11 Days: Roundtable – Strengths and Weaknesses

Jay Biggerstaff-USA TODAY Sports

We continue our roundtable series by looking at which areas of the team are the biggest strengths and weaknesses.

It’s time for another edition of the roundtable! In each edition, our staff gets together to look at two questions about the Kansas Jayhawks that are being talked about by those who follow the program. Take a look at our answers, and then give us your own in the comments below.

What is the biggest area of weakness on the team to worry about this year?

David: The front seven on defense. KU is replacing almost every one of the guys who played well up front last year. An interior lineman who can lead the team in TFLs is a rare gem, and that’s exactly what they lost in Wise. Also gone is a senior leader who spent his college career racking up crazy tackling numbers in Joe Dineen. Guys like Brian Lipscomb and Keith Loneker were solid as well. It’s hard to see a program in KU’s position just plugging in new players (especially in the trenches) and not missing a beat.

Brendan: I’m in the same boat. There are so many new faces and so many tackles to replace, it’s only natural to question who is capable of stepping up to fill the gaping holes all those who graduated left behind. I’m excited to see what some of the freshmen can do (Gavin Potter and Steven Parker, specifically) but it looks like there are a lot of question marks up front entering the year.

Mike: Once again, you guys aren’t wrong. But, college football is all about quarterback play, and the biggest thing that can help out a quarterback is having a not-terrible offensive line. If MacVittie/Stanley are going to be effective at all, they’ll need the offensive line to do things like not fall down on screen passes.

Fizzle: Anytime you take a team with that many seniors like we had last year and throw in a new coach to boot there are going to be some growing pains, especially when the old coach didn’t recruit a single new player last year. This is going to be a rough year.

Kyle: I’m with Mike in that if we’re talking about what is causing worry, I’m going with the quarterback. Front seven is probably weaker, especially if MacVittie lives up to any of the hype. We just have yet to see it and bad quarterback play is so debilitating to an offense and ruins any chance of winning football games.

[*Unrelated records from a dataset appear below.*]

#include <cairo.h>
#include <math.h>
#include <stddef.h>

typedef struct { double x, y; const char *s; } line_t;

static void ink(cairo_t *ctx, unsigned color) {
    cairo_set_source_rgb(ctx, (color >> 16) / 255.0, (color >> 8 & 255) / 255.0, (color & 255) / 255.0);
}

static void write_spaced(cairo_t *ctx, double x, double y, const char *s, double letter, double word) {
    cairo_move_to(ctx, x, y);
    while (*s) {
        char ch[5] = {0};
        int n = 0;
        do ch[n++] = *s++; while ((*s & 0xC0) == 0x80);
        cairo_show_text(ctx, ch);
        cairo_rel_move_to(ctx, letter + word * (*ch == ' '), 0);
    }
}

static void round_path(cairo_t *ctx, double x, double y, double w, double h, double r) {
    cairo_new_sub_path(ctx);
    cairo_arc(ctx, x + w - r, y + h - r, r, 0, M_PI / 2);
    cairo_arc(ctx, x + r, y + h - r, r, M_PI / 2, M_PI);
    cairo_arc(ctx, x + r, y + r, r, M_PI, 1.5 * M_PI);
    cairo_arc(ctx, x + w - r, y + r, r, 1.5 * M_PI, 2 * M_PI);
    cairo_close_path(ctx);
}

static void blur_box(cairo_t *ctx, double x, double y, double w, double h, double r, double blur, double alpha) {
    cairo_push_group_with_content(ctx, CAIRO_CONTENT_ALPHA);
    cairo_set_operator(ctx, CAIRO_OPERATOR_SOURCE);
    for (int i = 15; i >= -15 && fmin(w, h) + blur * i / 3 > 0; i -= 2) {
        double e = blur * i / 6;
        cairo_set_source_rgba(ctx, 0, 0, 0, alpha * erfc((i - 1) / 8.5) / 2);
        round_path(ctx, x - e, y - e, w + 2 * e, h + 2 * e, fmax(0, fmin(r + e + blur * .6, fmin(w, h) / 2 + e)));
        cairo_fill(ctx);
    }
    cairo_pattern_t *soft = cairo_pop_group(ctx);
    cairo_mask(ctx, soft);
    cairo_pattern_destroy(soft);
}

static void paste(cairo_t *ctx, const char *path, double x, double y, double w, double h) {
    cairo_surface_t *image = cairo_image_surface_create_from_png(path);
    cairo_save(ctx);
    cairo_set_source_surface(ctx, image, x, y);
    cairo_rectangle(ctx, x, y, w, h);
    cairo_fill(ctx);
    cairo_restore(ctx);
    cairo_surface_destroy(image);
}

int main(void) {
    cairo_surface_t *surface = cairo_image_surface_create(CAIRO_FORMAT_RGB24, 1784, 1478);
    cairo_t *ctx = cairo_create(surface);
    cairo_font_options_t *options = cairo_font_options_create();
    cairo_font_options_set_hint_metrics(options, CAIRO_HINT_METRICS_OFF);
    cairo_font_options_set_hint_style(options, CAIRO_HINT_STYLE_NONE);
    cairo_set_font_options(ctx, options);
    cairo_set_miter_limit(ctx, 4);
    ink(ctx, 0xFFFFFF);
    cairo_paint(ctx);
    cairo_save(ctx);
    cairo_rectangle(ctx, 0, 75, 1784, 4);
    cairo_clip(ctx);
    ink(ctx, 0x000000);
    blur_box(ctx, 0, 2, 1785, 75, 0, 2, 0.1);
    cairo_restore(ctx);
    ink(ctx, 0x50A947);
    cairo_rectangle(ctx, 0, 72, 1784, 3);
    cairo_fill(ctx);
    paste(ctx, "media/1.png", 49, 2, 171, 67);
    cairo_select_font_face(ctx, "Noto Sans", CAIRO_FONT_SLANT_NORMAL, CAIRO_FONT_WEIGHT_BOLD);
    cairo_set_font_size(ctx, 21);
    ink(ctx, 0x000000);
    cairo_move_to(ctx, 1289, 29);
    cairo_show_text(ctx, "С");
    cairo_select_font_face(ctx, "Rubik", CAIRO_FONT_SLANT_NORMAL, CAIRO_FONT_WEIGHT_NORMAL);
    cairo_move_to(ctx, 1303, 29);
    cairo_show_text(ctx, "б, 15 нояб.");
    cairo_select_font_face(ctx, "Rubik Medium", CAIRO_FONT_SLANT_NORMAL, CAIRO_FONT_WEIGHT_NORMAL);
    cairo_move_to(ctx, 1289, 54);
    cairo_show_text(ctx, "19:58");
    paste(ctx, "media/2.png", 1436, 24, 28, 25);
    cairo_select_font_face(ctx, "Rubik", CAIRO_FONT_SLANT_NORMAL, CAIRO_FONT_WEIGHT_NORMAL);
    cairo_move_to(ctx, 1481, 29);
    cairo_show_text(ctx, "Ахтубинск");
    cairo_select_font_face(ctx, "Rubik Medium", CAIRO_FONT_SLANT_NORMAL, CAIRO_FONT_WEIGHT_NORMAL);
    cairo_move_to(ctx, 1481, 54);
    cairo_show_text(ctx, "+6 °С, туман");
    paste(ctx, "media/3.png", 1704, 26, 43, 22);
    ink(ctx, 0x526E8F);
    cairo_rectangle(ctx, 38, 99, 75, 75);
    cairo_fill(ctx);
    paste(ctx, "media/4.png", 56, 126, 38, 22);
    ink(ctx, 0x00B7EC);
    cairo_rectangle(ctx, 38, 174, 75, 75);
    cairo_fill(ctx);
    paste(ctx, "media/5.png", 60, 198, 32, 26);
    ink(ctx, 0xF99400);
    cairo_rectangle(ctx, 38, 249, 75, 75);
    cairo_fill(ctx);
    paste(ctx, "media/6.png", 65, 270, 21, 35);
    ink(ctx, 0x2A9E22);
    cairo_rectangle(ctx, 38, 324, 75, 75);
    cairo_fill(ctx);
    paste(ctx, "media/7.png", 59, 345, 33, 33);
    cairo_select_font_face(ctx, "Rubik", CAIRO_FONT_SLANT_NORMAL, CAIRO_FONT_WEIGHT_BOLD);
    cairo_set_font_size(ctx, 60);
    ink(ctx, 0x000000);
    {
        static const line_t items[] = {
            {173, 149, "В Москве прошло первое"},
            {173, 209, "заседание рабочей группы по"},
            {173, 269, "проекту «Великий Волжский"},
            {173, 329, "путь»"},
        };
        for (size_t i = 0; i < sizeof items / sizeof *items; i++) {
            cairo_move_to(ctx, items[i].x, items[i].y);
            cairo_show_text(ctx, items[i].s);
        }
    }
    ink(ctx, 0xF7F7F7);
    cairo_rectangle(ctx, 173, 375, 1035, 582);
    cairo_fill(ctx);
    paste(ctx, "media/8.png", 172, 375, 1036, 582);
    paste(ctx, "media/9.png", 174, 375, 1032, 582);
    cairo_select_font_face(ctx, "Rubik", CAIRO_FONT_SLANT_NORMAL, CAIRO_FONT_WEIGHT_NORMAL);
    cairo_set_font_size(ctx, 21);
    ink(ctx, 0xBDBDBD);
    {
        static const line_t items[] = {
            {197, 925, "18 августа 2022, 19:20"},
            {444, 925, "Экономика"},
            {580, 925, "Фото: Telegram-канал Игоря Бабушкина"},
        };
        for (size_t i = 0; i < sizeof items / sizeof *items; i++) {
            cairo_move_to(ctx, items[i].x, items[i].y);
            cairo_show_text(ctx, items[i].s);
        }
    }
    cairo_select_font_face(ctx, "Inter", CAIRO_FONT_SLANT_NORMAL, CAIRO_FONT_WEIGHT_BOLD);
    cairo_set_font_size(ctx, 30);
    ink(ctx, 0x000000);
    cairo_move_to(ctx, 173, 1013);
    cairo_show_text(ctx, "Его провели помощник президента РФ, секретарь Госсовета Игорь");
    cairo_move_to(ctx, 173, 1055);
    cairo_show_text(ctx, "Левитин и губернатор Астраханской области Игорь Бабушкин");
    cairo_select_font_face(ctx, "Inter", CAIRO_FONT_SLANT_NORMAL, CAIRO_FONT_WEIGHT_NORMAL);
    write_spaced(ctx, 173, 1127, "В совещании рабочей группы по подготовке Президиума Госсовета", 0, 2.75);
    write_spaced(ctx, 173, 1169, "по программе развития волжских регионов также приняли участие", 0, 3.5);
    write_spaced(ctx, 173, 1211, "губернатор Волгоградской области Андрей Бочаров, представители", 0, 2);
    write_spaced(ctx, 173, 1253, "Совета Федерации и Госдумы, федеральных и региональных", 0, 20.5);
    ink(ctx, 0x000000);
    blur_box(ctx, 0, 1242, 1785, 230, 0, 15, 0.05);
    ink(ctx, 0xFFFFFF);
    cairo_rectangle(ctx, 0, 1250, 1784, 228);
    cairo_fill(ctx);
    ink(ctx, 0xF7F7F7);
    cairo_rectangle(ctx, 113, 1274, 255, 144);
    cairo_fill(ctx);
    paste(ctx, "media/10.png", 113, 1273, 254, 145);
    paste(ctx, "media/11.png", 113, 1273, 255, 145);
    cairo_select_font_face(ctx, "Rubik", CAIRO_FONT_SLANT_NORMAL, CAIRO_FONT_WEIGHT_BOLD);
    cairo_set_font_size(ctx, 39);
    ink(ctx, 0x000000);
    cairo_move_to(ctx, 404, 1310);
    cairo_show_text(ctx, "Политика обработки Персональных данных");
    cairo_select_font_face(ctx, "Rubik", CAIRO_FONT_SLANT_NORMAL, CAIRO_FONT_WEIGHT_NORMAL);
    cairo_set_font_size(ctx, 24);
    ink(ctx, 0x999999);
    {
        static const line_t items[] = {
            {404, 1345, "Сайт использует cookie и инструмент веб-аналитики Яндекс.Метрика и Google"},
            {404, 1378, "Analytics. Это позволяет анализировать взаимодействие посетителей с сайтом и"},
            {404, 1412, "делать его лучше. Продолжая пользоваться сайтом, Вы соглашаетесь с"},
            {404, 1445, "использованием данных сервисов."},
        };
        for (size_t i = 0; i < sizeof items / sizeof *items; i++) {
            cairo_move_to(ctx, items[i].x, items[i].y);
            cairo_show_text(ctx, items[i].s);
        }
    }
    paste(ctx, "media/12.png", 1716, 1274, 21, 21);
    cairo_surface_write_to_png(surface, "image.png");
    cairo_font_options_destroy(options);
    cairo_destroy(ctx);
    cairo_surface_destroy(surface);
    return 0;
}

Andy: I wanted to be different and interesting and say something like the wide receivers, but I’m just not able to get past the front seven, but specifically the linebackers. Kansas relied so much on that second level of the defense to stop the run and to keep the short passing game from eating them alive. Can anyone step up and fill the shoes ofall the guys they lost? I’m not so sure, but hopefully I’m wrong.

Conversely, what is the biggest area of strength for this team?

David: The ground game. Pooka is a legit star, and Herbert is a capable Big 12 talent. There are, of course, questions on the O-line, but they showed some ability to open holes in the run game last year before defenses started loading up the box (and even occasionally after). Most of the line returns. If the coaches and QB play can find a way to keep defenses from zeroing in on Pooka, the run game should have success this year.

Brendan: It’s weird to say, given the play we’ve seen back there over the years, but the secondary should be the strongest part of the defense, at least. Veteran experience is the biggest factor in that too. The trio of seniors can all be productive (hand up, I never thought I’d say that about Bryce Torneden early in his career), and we know that Corione Harris has a ton of talent.

Mike: Not only is Pooka a legit star, he’s a legit dark horse Heisman candidate (for 2020, probably). The running back position is definitely KU’s best spot, as they’ve got at least two backs who I’d put up against almost anyone in the country. The problem the secondary will have is if the front seven isn’t productive, so even though (we think) we know what we’ve got in the defensive backfield, we may not see much production from them.

Fizzle: Agreed with everyone else. Pooka is the star of this team. I think coaching is a strength now. It has been a negative for so long that having a capable coach in place is going to be huge.

Kyle: There’s no need to reiterate Pooka’s star power again so I’ll add that depth is also a bonus at running back. I like Herbert’s game and even Dom Williams as a third back averaged 4.2 yards per rush on 55 carries last year. Going three deep is key not only week 1 when Pooka is out, but also as a security blanket in case of injury.

Andy: It’s hard to pick anything other than RB or the defensive secondary, so despite me wanting to be different and picking something like Special Teams, I’m going to be boring and go with the secondary. As I mentioned in our senior spotlight articles, Torneden and Mike Lee are the two highest-rated returning safeties in the Big 12, and Hassan Defense and Harris should be solid on the corners. The only real question is the depth, since it’s not likely that those 4 will be on the field for every snap. But Elmore Hempstead, Kyle Mayberry, Elijah Jones, Shaquille Richmond, DeAnte Ford and others should provide solid depth.